## [TASK TO COMPLETE]
Report every line from the following entries that contains the string "hand".

——

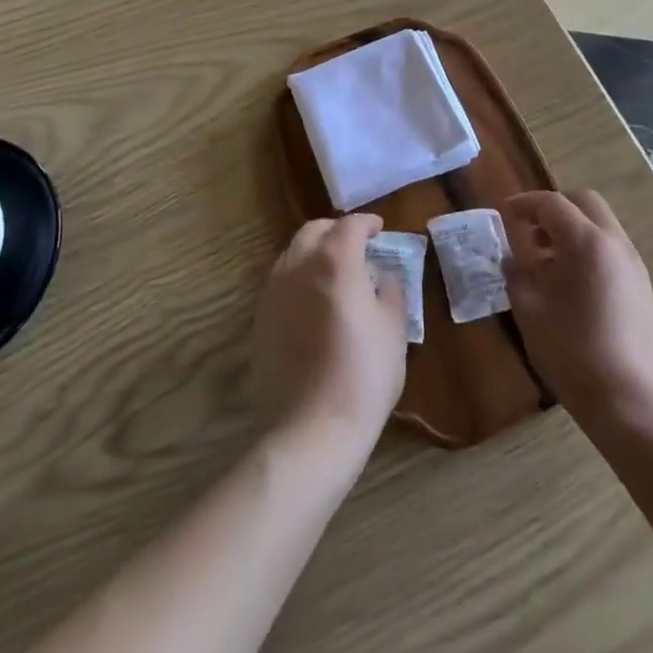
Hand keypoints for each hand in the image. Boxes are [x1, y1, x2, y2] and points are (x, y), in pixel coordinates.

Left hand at [252, 213, 408, 450]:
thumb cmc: (364, 375)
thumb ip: (390, 293)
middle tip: (355, 245)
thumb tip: (382, 279)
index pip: (350, 225)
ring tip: (333, 272)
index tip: (379, 229)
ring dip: (314, 253)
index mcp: (335, 260)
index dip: (367, 223)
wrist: (312, 429)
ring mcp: (274, 292)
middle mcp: (299, 266)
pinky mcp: (260, 320)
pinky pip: (280, 284)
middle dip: (336, 231)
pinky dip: (298, 279)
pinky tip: (312, 302)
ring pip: (292, 254)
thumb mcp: (393, 329)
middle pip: (314, 231)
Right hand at [500, 190, 652, 428]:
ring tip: (546, 261)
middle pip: (584, 203)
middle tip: (528, 231)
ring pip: (600, 225)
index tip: (504, 212)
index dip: (524, 203)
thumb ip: (517, 273)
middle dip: (553, 209)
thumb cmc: (571, 350)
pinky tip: (570, 284)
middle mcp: (614, 242)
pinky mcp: (642, 287)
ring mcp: (633, 264)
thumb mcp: (529, 309)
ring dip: (572, 230)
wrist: (627, 401)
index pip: (551, 203)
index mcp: (585, 241)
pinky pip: (611, 250)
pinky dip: (588, 249)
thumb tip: (514, 258)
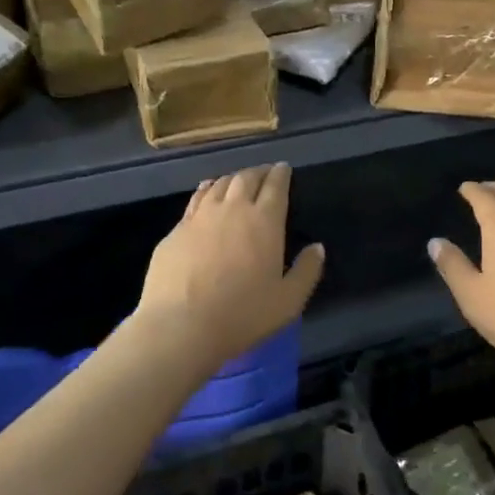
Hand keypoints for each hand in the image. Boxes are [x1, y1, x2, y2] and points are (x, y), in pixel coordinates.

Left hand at [134, 163, 325, 370]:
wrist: (181, 326)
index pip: (276, 186)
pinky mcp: (176, 230)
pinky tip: (206, 191)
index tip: (284, 168)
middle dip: (258, 172)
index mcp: (264, 221)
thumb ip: (307, 271)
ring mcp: (200, 217)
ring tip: (238, 180)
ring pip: (219, 184)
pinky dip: (206, 189)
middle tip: (265, 173)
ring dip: (233, 178)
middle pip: (246, 178)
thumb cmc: (243, 315)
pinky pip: (195, 199)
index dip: (281, 174)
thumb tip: (318, 247)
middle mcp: (233, 209)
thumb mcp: (288, 301)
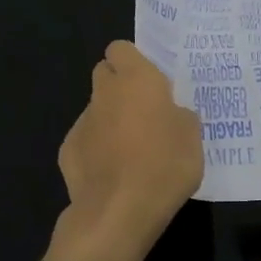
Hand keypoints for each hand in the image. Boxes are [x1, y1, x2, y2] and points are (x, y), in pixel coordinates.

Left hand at [42, 41, 203, 260]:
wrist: (119, 211)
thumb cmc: (165, 164)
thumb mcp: (193, 137)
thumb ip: (180, 115)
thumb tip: (171, 115)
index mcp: (136, 78)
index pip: (121, 48)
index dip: (133, 61)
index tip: (150, 81)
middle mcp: (105, 92)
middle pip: (105, 74)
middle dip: (119, 86)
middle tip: (143, 111)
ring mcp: (82, 121)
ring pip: (96, 109)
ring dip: (110, 120)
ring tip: (131, 150)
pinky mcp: (67, 151)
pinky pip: (85, 140)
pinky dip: (96, 149)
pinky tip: (112, 173)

——

## [ANSWER TO THE EXERCISE]
Hand keypoints for each hand in the image. Boxes are [x1, y1, x2, y2] and points are (x, y), in pixel coordinates.
Left hand at [252, 213, 408, 450]:
Right hand at [500, 190, 652, 428]:
Hand keypoints for each hand in the image. Boxes are [x1, y1, x2, y2] and points are (x, y), in pixel coordinates.
Left hand at [134, 163, 325, 370]:
Hand keypoints for each hand in the image. Boxes are [x1, y1, x2, y2] and points are (x, y), in pixel coordinates.
Left hand at [42, 41, 203, 260]:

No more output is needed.